Yo-yo's Weekend
25.
Doctor Molasses comes ''To the Circus!''
YO-YO, dressed in white knee-length shorts, navy blue crew-neck sweater, black socks and silver trainers, leads to the riverside field a large, angry crowd consisting of:
The American tourists,
Wee Jocko McTavish,
Uncle Reefer and Katze,
Lily Gusset and Aunty Latch,
the young courting couple and the Podgemeister's family,
the Ghost-Walker himself,
the parents from Jorvik with their dung-covered daughters and Porky the Pig,
the King's Head's landlord and the blackbird called Baby,
the waitress from Bettys and the waiter from Four High Petergate,
the barber and the flat-capped old coot,
Martin Mizzenmast, released from his stool,
Sergeant Cod and a group of policemen,
five Japanese students,
some Peterite schoolboys and the custard pie pupils from Bootham's,
Harry Gration, Christa Ackroyd, Brucie and Tess, David Attenboroughs and Mona McBonkers,
Mister Mealey, Ms Mousey
and Hamish the dog.
As they cross Lendal Bridge, the grid-lock breaks and people spill out of the tour-bus's windows, ignoring the tour-guide who gives in and follows.
''Where are we going?'' the Tourmeister asks.
TO THE CIRCUS, they cry.
The red-and-white Big Top billows gently in the springtime breeze.
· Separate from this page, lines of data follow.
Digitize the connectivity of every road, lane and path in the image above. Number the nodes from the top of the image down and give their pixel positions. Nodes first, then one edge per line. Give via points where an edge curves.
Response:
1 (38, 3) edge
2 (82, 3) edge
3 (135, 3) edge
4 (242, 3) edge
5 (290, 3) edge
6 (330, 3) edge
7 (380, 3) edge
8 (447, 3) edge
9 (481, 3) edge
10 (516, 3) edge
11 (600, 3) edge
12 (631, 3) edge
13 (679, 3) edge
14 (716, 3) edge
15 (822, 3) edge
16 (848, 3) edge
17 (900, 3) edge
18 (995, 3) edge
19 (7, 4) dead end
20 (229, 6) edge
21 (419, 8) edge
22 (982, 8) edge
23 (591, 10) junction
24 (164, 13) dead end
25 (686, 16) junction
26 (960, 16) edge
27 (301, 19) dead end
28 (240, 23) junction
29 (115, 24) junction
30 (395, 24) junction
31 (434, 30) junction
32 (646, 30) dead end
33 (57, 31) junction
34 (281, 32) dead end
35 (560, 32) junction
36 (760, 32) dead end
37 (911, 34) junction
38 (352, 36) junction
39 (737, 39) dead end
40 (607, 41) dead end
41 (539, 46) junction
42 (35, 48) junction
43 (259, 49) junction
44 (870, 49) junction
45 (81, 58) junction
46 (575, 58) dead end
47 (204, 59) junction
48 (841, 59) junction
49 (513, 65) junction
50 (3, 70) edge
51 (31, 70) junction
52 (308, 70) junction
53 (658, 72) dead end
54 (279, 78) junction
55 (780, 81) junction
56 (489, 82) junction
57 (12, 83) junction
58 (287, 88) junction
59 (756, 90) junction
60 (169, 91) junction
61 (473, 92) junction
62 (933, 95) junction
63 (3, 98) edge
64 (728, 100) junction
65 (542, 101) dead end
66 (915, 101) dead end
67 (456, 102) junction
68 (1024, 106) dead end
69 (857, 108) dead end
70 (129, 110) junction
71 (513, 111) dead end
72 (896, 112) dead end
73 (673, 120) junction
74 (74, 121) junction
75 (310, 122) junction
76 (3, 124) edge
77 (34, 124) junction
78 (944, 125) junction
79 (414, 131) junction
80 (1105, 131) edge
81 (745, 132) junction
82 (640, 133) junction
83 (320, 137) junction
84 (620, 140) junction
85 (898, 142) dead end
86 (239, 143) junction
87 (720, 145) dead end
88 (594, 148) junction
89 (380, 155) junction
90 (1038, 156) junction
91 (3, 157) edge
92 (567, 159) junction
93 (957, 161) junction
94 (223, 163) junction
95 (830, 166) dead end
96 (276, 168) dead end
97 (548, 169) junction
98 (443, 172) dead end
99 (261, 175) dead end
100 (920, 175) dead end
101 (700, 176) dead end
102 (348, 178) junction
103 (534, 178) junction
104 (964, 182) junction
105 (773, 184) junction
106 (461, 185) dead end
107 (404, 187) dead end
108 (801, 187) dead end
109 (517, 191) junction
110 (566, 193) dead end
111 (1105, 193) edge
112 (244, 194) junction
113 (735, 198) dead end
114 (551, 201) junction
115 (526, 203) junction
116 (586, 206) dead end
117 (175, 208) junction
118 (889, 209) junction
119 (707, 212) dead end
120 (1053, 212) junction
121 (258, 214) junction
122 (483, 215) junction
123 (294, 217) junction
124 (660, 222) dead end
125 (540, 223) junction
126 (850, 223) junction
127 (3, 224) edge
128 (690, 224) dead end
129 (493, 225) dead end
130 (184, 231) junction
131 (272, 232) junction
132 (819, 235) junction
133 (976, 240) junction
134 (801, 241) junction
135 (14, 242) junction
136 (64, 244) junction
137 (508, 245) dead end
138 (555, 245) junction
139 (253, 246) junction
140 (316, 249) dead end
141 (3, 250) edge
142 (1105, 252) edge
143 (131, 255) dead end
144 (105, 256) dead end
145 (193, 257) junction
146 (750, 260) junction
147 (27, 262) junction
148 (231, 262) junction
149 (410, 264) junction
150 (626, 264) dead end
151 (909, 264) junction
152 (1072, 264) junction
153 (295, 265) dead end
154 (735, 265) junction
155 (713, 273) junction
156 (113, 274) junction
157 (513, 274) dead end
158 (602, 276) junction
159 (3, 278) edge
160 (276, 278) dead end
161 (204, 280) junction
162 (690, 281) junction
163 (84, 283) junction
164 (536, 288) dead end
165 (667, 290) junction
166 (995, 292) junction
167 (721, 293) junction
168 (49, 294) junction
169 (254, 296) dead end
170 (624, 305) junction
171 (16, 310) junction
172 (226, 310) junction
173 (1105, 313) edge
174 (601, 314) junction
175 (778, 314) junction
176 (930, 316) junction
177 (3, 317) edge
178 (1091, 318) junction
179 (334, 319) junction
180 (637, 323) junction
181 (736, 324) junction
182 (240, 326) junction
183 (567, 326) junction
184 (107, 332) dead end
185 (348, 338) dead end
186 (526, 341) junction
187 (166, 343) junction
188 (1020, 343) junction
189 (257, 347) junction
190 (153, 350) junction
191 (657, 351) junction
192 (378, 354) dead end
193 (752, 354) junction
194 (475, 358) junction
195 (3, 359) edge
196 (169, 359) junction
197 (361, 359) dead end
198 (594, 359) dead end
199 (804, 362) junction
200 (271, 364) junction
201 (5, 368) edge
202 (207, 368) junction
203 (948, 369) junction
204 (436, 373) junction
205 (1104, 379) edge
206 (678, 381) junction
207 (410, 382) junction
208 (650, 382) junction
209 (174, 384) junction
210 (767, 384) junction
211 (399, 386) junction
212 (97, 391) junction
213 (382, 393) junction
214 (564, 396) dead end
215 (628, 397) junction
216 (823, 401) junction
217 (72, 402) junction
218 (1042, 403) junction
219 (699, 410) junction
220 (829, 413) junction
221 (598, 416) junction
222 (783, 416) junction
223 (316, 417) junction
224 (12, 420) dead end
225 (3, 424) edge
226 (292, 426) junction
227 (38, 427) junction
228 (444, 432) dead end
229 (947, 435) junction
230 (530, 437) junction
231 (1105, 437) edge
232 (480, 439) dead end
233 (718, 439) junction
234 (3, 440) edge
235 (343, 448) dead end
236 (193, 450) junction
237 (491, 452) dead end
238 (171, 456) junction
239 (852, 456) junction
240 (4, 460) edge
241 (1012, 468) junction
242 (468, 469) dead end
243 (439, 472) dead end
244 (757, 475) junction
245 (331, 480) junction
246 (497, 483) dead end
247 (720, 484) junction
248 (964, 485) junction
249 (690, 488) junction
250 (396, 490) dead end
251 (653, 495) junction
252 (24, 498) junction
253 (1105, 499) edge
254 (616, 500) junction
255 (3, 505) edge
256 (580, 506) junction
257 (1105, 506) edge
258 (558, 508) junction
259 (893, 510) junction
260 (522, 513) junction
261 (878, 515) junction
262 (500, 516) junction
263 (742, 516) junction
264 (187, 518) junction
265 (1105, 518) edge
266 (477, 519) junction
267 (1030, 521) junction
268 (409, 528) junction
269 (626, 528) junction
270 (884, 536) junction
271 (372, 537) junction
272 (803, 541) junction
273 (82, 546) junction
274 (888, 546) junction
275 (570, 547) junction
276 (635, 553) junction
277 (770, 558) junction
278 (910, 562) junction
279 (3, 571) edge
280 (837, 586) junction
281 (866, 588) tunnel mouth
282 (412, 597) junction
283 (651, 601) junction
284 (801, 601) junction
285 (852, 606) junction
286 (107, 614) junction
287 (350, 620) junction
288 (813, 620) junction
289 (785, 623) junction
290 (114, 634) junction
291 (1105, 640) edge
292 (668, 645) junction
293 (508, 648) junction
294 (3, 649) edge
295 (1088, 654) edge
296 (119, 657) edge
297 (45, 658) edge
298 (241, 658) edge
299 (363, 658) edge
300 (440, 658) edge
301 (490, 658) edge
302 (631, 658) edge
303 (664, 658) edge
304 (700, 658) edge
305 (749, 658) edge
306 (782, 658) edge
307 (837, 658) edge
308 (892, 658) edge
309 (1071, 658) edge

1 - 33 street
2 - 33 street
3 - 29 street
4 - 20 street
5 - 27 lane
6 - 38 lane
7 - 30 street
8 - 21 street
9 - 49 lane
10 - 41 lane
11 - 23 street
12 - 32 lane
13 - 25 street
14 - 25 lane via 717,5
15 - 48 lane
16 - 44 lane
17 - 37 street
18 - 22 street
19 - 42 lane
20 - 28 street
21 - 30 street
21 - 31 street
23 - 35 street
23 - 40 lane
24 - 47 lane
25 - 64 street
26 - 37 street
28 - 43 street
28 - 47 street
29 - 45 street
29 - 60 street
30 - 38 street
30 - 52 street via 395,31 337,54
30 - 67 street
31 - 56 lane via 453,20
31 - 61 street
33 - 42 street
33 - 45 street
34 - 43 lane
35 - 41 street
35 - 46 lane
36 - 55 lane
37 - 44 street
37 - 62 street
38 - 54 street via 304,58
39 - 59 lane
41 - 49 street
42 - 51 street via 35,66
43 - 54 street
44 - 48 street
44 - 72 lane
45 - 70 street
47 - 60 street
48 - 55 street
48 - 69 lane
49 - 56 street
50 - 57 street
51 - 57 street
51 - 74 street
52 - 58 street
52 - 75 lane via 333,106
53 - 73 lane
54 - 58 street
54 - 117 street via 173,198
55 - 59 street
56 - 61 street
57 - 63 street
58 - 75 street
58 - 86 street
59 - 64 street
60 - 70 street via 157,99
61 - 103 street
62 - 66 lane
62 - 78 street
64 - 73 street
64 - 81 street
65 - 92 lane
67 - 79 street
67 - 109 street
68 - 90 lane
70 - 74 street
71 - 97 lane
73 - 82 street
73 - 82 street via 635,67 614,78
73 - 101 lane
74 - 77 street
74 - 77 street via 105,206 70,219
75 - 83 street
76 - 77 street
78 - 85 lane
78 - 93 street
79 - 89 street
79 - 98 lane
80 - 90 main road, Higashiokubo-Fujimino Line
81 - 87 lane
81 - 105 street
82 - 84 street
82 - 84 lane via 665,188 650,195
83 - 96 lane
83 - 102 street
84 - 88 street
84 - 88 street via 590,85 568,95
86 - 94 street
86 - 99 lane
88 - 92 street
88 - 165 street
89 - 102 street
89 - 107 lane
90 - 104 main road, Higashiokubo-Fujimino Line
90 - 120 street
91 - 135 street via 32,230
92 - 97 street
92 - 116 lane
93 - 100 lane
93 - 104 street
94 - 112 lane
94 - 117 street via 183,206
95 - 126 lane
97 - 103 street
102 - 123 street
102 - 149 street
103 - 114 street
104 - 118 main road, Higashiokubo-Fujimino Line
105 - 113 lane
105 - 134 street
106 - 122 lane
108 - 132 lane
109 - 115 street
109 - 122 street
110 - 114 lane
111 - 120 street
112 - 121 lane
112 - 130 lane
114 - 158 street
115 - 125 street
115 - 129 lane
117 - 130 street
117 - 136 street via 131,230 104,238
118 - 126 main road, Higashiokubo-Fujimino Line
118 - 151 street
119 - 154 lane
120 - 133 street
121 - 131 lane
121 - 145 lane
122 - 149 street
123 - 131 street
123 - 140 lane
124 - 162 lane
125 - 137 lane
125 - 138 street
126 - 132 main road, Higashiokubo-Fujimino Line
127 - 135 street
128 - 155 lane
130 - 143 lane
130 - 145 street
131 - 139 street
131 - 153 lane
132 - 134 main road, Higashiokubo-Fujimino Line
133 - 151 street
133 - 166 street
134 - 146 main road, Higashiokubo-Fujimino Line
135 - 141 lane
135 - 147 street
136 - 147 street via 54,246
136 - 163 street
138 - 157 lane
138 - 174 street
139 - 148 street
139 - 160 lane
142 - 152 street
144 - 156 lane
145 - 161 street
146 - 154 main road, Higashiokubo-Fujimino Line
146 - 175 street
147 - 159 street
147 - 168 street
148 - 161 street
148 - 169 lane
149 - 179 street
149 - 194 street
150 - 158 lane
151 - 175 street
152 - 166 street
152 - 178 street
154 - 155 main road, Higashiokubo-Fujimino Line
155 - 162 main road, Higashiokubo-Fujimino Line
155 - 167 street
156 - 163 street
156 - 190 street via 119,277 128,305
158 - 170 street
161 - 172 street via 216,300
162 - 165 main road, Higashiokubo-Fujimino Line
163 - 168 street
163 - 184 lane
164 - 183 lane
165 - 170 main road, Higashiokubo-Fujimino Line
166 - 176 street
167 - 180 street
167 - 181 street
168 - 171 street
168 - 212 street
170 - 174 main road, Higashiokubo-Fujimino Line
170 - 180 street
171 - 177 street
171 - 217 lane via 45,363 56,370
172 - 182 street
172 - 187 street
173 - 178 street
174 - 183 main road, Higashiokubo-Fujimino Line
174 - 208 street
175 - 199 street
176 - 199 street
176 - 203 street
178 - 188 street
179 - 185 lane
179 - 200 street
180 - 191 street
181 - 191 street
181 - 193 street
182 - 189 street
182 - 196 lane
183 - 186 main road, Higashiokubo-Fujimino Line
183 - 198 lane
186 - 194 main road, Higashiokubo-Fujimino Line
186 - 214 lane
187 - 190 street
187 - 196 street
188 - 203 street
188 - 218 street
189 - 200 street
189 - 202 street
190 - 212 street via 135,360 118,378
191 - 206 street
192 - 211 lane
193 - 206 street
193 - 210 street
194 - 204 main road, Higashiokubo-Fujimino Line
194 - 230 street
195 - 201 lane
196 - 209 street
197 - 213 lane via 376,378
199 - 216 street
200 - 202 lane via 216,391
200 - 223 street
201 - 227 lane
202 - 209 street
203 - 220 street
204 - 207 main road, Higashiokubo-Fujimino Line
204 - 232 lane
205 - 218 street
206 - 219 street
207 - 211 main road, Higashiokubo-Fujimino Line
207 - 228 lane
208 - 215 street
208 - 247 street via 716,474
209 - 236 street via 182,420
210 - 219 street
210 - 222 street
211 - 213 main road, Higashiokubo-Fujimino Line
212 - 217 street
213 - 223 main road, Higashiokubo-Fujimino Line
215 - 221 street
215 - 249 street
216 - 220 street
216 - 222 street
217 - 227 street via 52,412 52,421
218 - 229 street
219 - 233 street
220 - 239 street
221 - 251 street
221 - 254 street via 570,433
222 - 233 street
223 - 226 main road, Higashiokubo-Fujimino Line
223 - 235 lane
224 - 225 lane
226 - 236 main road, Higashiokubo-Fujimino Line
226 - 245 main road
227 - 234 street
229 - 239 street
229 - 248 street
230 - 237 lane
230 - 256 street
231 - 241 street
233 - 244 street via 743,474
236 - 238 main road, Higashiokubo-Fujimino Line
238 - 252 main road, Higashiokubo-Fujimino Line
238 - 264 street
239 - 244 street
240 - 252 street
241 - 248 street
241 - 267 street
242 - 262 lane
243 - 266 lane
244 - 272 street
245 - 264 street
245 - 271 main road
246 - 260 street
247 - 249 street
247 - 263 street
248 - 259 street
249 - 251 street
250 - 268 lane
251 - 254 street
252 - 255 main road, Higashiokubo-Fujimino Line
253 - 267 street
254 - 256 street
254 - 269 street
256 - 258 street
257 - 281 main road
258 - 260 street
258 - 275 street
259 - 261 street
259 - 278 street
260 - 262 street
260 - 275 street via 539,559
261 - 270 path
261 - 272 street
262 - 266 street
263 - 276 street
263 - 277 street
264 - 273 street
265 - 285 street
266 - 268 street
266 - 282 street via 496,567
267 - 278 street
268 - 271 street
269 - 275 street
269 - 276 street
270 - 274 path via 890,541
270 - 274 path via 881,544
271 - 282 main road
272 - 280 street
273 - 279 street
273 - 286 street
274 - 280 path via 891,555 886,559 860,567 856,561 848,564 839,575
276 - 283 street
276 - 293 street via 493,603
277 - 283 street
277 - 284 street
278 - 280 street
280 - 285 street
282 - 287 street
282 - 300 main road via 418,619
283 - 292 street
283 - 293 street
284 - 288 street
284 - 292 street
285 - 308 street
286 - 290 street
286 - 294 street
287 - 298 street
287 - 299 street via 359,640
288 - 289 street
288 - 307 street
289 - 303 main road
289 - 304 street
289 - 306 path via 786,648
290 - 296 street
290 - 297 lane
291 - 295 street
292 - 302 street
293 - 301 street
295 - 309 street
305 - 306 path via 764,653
Mister Truss emerges to greet them, rubbing his palms together, then smoothing his scalp.
''What a lovely-looking lynch mob,'' he oils, ''Very lovely indeed. If I said..''
''Cut the crap, Truss,'' Yo-yo says fiercely. ''Give us Vanilla!''
''We're not open yet,'' Truss replies. ''Come back at 4.''
''Give us Vanilla!'' Yo-yo yells.
GIVE US VANILLA, echoes the crowd.
''What's Vanilla?'' asks the tour-guide.
''No idea,'' someone replies.
''Doesn't matter,'' says somebody else. ''Just keep shouting.''
GIVE US VANILLA, they bellow.
''Oh,'' says Truss weasily, ''I have someone else who'd much rather see you than Mister Vanilla''
and
Doctor Molasses steps out from the shadows. His over-ripe nose looks ready to burst. The Brillo-pad hair is less springy than usual. His pristine, white coat is heavily starched. He carries a clipboard, a stethoscope and an unfeasibly large, cartoon-style syringe.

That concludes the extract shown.